The genetic heterogeneity of autism spectrum disorders (ASDs) has hindered the development of targeted therapies. Recently, genomic studies have revealed that many gene products that confer ASD risk converge on a surprisingly limited number of biological networks, including those controlling synaptic function. Such findings are consistent with the synaptic and behavioral hyperexcitability observed in individuals with ASD and mouse models of ASDs with impaired GABAergic inhibition. These studies suggest that targeting GABA neurotransmission could be an effective ‘network strategy’ of treatment applicable to ASDs of multiple etiologies. However, current GABA agonists are often ineffective and have considerable side effects. Novel drugs that safely restore GABA inhibition are therefore an urgent and unmet clinical need.

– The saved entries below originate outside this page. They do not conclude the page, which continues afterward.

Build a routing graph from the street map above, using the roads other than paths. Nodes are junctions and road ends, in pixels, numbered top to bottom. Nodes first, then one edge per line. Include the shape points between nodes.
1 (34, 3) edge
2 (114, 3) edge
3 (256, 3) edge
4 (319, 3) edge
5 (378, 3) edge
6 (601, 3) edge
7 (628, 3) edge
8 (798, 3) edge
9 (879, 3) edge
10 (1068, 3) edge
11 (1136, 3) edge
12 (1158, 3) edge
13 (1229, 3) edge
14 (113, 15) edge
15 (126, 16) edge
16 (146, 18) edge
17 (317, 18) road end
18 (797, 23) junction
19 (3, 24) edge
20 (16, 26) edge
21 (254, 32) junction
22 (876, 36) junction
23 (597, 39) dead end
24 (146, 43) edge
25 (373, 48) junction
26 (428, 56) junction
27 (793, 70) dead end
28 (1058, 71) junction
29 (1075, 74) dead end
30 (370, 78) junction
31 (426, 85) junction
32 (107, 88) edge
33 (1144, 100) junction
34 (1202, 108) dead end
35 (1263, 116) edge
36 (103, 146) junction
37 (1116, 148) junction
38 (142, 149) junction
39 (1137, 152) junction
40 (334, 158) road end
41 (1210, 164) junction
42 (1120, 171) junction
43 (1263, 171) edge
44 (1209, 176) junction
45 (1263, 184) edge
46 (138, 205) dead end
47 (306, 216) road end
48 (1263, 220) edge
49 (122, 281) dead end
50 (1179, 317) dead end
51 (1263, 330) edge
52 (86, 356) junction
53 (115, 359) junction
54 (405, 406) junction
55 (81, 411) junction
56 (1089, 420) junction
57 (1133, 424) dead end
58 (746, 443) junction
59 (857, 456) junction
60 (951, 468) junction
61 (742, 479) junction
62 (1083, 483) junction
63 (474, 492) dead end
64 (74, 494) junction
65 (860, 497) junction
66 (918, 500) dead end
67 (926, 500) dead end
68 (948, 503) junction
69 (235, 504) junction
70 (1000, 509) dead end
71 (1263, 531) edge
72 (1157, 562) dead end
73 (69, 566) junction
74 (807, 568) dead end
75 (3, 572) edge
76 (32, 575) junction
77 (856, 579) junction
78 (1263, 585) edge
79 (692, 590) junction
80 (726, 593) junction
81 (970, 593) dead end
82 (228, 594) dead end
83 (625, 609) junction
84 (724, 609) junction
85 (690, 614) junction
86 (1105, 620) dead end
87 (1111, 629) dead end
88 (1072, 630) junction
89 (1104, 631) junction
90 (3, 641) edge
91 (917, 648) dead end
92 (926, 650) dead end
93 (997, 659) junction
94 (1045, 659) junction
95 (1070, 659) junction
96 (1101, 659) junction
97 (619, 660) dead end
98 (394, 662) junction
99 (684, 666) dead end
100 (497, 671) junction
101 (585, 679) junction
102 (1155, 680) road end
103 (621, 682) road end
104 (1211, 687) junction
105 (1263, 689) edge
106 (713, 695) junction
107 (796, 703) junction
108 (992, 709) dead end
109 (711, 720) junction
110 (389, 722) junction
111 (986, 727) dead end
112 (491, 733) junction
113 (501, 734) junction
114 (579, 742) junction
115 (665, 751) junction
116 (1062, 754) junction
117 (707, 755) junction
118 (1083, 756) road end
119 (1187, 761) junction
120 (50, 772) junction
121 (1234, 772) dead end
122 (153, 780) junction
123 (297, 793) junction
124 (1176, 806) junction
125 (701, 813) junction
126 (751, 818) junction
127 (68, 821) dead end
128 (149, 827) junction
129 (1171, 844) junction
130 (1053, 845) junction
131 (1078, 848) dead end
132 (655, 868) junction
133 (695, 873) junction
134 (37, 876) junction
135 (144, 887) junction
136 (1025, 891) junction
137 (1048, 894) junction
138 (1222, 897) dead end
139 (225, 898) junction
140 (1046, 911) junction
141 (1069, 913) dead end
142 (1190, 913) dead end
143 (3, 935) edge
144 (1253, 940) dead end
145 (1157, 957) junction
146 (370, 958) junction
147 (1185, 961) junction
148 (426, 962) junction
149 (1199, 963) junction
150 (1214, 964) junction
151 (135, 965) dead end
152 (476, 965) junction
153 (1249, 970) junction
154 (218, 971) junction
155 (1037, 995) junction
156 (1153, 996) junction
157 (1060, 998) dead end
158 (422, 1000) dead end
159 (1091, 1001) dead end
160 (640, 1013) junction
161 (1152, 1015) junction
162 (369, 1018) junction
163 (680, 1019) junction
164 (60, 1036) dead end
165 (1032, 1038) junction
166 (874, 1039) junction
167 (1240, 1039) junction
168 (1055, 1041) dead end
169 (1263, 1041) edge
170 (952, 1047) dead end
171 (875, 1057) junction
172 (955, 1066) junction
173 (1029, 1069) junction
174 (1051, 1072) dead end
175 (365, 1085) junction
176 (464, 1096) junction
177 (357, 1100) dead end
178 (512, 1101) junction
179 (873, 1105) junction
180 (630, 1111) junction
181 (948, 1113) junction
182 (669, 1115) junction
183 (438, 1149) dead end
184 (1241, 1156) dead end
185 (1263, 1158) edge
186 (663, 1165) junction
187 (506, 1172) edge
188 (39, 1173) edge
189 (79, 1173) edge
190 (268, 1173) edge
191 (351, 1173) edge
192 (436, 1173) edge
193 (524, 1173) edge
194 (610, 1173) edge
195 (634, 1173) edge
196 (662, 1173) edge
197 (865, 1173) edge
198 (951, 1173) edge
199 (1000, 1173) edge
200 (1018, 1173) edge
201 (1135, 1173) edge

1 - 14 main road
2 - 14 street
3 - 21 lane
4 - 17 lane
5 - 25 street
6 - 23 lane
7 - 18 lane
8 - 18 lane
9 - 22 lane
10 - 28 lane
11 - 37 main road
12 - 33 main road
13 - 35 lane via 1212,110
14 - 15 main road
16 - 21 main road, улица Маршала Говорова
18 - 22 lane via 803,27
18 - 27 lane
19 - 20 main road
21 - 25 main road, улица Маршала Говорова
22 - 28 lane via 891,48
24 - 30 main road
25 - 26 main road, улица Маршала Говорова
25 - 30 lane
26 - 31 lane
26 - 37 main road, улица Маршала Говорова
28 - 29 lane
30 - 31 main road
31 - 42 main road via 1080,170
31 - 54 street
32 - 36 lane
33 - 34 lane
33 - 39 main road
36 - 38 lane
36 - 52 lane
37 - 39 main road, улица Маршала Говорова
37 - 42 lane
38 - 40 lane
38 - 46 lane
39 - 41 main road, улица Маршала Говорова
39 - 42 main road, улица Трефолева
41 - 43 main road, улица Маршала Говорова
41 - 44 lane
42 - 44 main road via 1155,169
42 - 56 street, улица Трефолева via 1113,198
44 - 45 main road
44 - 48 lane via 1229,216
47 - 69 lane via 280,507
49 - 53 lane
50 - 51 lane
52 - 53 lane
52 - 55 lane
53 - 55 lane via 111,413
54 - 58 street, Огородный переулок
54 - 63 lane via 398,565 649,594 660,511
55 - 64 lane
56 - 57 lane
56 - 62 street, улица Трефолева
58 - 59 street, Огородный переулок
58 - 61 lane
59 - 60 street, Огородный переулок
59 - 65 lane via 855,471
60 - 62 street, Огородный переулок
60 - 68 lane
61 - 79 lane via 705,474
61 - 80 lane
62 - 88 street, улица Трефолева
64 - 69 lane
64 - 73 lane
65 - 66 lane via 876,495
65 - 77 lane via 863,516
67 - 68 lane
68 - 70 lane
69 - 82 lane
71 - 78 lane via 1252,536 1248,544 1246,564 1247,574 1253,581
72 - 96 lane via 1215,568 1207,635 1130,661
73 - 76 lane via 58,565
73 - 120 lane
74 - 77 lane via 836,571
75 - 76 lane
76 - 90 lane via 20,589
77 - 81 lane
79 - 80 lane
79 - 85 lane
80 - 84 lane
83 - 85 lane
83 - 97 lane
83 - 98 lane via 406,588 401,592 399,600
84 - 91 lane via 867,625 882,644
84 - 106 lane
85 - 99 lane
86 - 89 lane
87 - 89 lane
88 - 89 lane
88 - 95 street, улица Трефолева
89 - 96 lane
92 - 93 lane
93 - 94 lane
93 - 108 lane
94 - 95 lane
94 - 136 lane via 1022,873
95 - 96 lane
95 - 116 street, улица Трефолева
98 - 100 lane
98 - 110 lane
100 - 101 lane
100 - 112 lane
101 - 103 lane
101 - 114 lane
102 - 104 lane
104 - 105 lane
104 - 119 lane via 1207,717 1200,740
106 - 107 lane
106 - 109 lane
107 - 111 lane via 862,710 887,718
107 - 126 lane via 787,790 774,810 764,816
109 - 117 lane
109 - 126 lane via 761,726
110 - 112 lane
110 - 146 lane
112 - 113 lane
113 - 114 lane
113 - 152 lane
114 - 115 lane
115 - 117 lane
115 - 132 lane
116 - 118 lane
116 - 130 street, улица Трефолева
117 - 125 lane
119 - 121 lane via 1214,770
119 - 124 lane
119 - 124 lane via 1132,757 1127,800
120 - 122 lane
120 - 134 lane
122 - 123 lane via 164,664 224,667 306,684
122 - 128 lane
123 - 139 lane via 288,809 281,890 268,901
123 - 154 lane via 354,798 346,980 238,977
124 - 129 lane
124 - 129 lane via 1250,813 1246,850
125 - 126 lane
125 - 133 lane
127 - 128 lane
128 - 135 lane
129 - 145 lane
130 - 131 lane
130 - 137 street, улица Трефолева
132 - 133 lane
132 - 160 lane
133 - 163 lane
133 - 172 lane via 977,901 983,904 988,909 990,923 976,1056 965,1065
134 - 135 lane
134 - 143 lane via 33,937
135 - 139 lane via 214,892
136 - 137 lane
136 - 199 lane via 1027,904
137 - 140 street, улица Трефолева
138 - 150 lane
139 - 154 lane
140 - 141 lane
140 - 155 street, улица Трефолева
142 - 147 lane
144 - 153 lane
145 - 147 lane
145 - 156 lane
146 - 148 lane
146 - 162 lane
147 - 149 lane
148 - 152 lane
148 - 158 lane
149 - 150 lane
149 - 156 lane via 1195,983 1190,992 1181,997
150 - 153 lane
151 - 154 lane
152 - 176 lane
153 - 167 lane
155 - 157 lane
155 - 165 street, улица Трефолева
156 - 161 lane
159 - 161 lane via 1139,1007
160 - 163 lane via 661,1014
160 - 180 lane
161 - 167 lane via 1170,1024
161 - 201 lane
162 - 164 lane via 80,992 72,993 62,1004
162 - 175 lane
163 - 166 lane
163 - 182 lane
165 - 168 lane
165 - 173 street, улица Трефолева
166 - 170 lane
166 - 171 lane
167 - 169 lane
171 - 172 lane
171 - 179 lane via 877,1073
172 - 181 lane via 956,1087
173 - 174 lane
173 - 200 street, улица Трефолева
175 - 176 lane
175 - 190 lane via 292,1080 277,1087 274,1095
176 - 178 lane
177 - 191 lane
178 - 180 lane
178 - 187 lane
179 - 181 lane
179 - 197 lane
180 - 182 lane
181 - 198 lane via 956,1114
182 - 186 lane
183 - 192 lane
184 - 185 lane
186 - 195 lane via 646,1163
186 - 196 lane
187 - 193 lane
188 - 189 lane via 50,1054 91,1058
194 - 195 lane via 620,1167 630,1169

GABAA receptors are ligand-gated Cl- channels. GABAA receptor activation can elicit excitatory or inhibitory responses, depending on the intraneuronal Cl- concentration levels. Such levels are largely established by the Cl- co-transporters NKCC1 and KCC2. A progressive postnatal increase in KCC2 over NKCC1 activity drives the emergence of GABAA receptor-mediated synaptic inhibition, and is critical for functional brain maturation. A delay in this NKCC1/KCC2 ‘switch’ contributes to the impairment of GABAergic inhibition observed in Rett syndrome, fragile X syndrome, and other neurodevelopmental conditions, such as epilepsy.
Kristopher Kahle and his colleagues aim to understand the mechanisms that govern these developmental changes in NKCC1/KCC2 activity. They hypothesize that an improved knowledge of these mechanisms will lead to the development of novel strategies for restoring GABAergic inhibition. The researchers propose to exploit their recent discovery of a ‘rheostat’ of Cl- homeostasis, comprising the Cl-sensitive WNK-SPAK kinases and the NKCC1/KCC2 cotransporters1-3. This rheostat provides a phosphorylation-dependent way to reversibly tune the strength of synaptic inhibition in neurons.
The team will create genetic mouse models with inducible expression of phospho-mimetic or constitutively dephosphorylated WNK-SPAK-KCC2 pathway components. They will also develop novel WNK-SPAK kinase inhibitors that function as simultaneous NKCC1 inhibitors and KCC2 activators. These mouse models and compounds will be used to therapeutically restore GABA inhibition in the Rett syndrome MeCP2(R308/Y) mouse model. The researchers will use a combination of two-photon microscopy coupled with improved fluorescent optogenetic Cl- sensing, quantitative phosphoproteomics and patch-clamp electrophysiology to assess cellular and physiological changes in these mice.
Findings from this study are expected to highlight the utility of targeting the NKCC1/KCC2 system, and this unique phosphorylation motif in particular, in ASDs.